◆ ACTIVITY ◆
The lines to copy are those in the records below that hold the word "junction".

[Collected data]
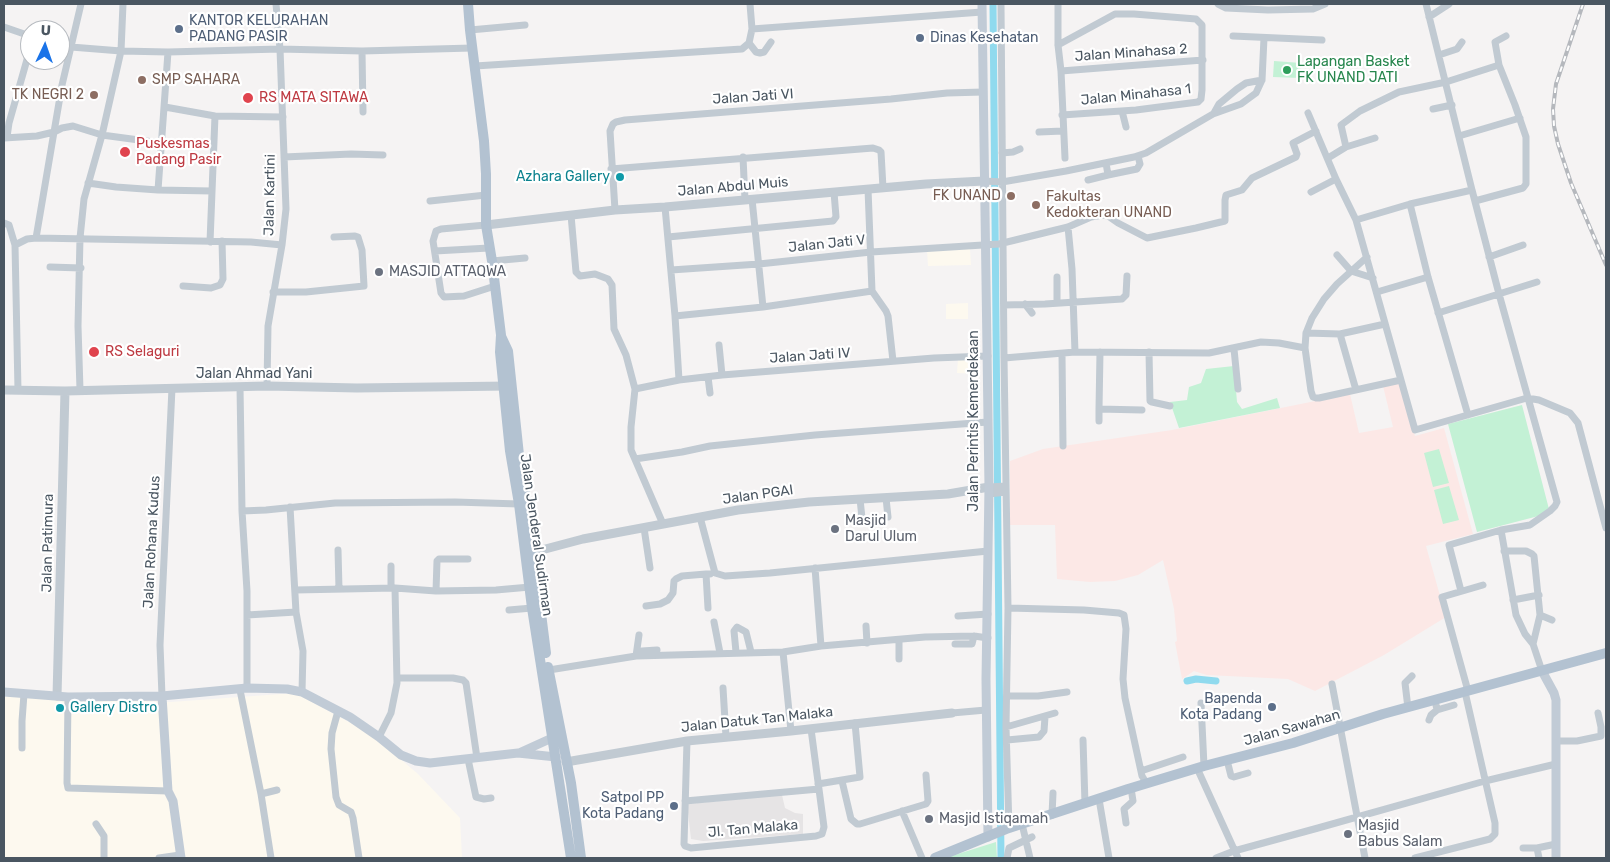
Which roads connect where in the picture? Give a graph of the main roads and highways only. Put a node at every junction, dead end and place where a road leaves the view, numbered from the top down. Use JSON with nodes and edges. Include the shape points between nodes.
{"nodes":[{"id":1,"x":468,"y":4,"type":"edge"},
{"id":2,"x":982,"y":8,"type":"edge"},
{"id":3,"x":507,"y":386,"type":"junction"},
{"id":4,"x":1606,"y":653,"type":"edge"},
{"id":5,"x":1542,"y":671,"type":"junction"},
{"id":6,"x":4,"y":692,"type":"edge"},
{"id":7,"x":162,"y":696,"type":"junction"},
{"id":8,"x":552,"y":738,"type":"junction"},
{"id":9,"x":518,"y":753,"type":"junction"},
{"id":10,"x":556,"y":757,"type":"junction"},
{"id":11,"x":990,"y":836,"type":"junction"},
{"id":12,"x":180,"y":857,"type":"edge"},
{"id":13,"x":571,"y":858,"type":"edge"},
{"id":14,"x":581,"y":858,"type":"edge"},
{"id":15,"x":935,"y":858,"type":"edge"},
{"id":16,"x":1556,"y":858,"type":"edge"}],
"edges":[{"from":1,"to":3,"type":"main road","name":"Jalan Jenderal Sudirman","via":[[482,116],[486,225],[501,335],[500,352]]},
{"from":2,"to":11,"type":"main road","name":"Jalan Perintis Kemerdekaan","via":[[988,244],[988,422],[997,490],[988,551],[986,710]]},
{"from":3,"to":8,"type":"main road","name":"Jalan Jenderal Sudirman","via":[[512,467]]},
{"from":3,"to":14,"type":"main road"},
{"from":4,"to":5,"type":"main road","name":"Jalan Sawahan"},
{"from":5,"to":11,"type":"main road","name":"Jalan Sawahan","via":[[1466,691],[1436,705],[1408,708],[1201,767]]},
{"from":5,"to":16,"type":"main road","via":[[1555,696]]},
{"from":6,"to":7,"type":"main road","via":[[68,697]]},
{"from":7,"to":9,"type":"main road","via":[[271,688],[302,692],[350,717],[401,755],[416,762]]},
{"from":7,"to":12,"type":"main road","via":[[168,791],[173,801]]},
{"from":8,"to":9,"type":"main road"},
{"from":8,"to":10,"type":"main road","name":"Jalan Jenderal Sudirman"},
{"from":9,"to":10,"type":"main road"},
{"from":10,"to":13,"type":"main road","name":"Jalan Jenderal Sudirman"},
{"from":11,"to":15,"type":"main road","name":"Jalan Sawahan"}]}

◆ OUTPUT OF THE EXERCISE ◆
Which roads connect where in the picture? Give a graph of the main roads and highways only. Put a node at every junction, dead end and place where a road leaves the view, numbered from the top down. Use JSON with nodes and edges. Include the shape points between nodes.
{"id":3,"x":507,"y":386,"type":"junction"},
{"id":5,"x":1542,"y":671,"type":"junction"},
{"id":7,"x":162,"y":696,"type":"junction"},
{"id":8,"x":552,"y":738,"type":"junction"},
{"id":9,"x":518,"y":753,"type":"junction"},
{"id":10,"x":556,"y":757,"type":"junction"},
{"id":11,"x":990,"y":836,"type":"junction"},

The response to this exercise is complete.